Imagine getting to the airport, checking into your flight, paying the $28 exit tax, ready to board and the pulled off the flight by immigration officials and for having outstanding traffic fines. And if on a Friday afternoon, the wait is until Monday for the COSEVI to process the payment and Tuesday at the earliest for immigration to be notified?
The legal status requirement was included in Article 91 b)iii, which states: Acreditar su permanencia legal en el país, al amparo de la legislación migratoria vigente. For a link to the legislation go to Traffic Law Costa Rica.
This is no doubt a serious problem for many like Rick and Lorriane making or considering a move to paradise.
Harder to believe is that the requirement that was not discussed in public during the more than two years the new legislation was under study by legislatures. And until a few like Rick and Lorraine made their way to the drivers licensing office and then contacted the media was this known to the general public.
One COSEVI official who spoke to QCOSTARICA anonymously confirmed that licensing officials were aware of the requirement for months but it wasn’t until the beginning of this month, two weeks after the enactment of the law, that they received a directive to enforce the regulation.
What we are left with, as Rick and Lorraine are painfully living it, is that foreigners who do not have residency – a residency application in process is not good enough – cannot obtain a Costa Rica drivers license.
Although impossible to know how many will be affected and how, it certainly is to be in the thousands.
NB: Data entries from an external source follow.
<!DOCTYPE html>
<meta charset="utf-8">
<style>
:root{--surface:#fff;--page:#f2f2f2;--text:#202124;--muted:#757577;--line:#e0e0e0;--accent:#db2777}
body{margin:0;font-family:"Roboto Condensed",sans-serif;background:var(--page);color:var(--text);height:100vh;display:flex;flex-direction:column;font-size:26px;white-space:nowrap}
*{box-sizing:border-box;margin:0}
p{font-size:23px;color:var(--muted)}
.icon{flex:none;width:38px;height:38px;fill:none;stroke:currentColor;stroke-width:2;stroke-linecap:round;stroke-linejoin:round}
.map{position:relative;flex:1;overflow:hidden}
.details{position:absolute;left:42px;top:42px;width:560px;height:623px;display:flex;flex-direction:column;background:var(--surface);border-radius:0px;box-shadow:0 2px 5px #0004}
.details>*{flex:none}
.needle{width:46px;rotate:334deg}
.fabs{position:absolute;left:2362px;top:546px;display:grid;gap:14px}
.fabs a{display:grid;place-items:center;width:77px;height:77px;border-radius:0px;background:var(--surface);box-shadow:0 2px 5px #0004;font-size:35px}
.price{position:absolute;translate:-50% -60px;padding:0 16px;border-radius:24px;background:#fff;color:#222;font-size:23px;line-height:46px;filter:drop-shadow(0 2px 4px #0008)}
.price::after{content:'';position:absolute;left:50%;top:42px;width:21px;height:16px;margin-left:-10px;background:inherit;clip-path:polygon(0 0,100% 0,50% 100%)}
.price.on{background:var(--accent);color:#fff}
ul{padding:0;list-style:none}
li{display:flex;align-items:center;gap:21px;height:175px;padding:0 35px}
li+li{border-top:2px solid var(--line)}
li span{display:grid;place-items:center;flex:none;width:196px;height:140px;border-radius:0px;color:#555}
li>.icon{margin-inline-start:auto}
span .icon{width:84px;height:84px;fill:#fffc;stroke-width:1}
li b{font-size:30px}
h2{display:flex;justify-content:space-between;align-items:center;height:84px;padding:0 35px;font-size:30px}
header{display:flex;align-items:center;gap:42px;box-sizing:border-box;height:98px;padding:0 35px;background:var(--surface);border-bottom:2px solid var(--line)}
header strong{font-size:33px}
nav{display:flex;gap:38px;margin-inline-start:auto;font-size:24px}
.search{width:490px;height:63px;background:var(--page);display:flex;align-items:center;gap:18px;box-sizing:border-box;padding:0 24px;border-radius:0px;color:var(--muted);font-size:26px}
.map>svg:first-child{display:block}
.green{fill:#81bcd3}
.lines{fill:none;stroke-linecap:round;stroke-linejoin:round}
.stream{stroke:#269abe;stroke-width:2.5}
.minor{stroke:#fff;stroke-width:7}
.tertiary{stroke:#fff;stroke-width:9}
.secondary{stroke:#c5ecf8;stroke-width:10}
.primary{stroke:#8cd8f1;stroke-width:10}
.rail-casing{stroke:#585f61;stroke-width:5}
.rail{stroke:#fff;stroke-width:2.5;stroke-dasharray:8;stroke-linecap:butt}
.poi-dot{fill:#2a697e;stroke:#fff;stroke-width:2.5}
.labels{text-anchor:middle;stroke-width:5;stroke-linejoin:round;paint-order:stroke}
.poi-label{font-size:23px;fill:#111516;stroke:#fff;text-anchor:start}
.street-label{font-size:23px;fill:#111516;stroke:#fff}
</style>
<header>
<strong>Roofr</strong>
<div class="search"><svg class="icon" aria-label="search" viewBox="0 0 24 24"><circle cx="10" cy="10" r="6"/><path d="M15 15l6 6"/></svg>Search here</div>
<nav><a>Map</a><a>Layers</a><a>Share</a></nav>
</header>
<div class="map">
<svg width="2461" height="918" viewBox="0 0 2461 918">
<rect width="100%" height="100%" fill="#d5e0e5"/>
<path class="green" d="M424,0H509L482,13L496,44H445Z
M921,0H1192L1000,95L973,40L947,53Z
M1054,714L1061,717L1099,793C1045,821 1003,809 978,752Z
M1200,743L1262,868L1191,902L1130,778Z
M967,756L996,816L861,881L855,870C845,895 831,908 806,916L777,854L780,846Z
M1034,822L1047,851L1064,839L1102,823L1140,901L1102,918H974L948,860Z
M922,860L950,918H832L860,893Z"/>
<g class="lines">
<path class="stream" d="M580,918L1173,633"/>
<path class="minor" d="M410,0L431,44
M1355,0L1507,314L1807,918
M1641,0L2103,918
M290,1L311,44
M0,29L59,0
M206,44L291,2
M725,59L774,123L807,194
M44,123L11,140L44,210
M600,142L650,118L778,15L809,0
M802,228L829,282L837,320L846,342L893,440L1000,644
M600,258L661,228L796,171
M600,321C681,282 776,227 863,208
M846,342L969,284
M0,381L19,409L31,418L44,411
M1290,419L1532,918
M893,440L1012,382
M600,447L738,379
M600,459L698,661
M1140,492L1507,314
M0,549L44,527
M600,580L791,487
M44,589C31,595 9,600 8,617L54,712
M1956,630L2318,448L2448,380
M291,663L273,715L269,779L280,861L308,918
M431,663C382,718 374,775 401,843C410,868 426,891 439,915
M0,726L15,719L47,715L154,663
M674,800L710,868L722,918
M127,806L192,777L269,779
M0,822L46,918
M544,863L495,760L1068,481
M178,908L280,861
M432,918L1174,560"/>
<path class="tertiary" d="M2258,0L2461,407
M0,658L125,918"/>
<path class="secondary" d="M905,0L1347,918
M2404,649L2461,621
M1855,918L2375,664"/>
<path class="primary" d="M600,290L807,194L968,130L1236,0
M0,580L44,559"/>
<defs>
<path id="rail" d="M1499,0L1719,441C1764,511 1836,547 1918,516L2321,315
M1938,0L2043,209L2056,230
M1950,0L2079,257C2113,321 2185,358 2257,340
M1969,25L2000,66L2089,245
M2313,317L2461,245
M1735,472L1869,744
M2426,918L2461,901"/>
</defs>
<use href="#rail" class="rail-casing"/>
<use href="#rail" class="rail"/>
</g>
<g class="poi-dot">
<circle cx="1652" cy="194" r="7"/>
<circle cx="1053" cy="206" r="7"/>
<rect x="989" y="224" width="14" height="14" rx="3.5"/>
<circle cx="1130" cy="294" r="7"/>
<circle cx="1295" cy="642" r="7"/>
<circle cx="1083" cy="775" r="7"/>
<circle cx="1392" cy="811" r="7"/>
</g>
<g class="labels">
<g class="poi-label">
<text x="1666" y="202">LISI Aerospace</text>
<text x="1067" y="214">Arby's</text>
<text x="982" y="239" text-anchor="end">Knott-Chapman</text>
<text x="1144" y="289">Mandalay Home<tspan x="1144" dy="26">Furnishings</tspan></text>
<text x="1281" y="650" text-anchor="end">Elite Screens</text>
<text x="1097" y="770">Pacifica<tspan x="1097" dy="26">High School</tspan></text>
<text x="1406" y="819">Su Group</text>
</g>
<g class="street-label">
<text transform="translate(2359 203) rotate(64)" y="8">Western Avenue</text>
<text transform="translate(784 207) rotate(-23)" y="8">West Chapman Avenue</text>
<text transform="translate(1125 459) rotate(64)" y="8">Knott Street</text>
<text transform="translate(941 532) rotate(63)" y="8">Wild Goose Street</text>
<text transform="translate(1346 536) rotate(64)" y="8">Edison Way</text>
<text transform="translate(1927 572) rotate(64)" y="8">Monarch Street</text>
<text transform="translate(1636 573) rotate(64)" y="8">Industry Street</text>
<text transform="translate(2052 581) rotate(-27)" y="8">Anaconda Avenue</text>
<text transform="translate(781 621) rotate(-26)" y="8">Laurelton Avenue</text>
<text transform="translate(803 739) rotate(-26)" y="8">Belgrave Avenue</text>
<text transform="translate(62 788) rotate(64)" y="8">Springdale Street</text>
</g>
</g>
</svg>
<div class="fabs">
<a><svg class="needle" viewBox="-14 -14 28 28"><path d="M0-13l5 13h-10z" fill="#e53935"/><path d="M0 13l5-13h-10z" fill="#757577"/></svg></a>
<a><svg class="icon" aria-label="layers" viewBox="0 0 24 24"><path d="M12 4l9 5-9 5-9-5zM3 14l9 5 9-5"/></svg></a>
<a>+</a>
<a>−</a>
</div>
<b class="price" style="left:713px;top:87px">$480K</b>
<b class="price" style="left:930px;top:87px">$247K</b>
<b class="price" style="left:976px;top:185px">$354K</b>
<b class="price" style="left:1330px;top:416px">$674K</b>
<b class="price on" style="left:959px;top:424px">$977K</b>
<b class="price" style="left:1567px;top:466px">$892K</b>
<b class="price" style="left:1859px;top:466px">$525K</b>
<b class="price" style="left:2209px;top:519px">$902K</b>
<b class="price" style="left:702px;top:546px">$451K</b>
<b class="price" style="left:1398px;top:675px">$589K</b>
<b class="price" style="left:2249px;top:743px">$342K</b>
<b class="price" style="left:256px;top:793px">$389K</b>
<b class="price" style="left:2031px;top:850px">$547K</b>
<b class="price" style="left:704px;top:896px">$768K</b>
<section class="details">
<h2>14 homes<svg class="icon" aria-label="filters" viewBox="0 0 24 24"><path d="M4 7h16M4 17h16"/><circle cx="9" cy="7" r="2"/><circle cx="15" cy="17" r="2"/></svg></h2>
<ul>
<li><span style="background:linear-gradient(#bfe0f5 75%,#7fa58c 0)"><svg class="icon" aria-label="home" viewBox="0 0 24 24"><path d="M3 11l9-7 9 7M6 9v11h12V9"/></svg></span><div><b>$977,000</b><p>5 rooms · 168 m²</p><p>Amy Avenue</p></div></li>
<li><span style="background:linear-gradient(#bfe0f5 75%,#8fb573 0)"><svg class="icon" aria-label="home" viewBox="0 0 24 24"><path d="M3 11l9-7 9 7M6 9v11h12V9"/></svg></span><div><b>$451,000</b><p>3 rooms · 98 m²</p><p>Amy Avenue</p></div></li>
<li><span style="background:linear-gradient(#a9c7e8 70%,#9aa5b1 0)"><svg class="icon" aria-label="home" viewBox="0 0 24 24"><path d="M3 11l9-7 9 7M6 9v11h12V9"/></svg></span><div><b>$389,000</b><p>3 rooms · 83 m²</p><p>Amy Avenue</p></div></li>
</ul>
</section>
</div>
And how many may just say ‘to hell with it’ and pass over Costa Rica?
One can understand the need for law and order. However, there has to be some common sense in the process. Either allow a residency in “tramite” (in the process) or shorten the residency process to at least less than 90 days.
Anything short of either becomes idiomatic of an unprofitable action motivated by greed. Greed by a government that is pulling at all the strings and overturning all the rocks to generate revenue.
Talking with Rick, he has not yet become disillusioned with paradise. He and Lorraine are not bailing out just yet. But, it has generated doubts in their minds about their choice of Costa Rica.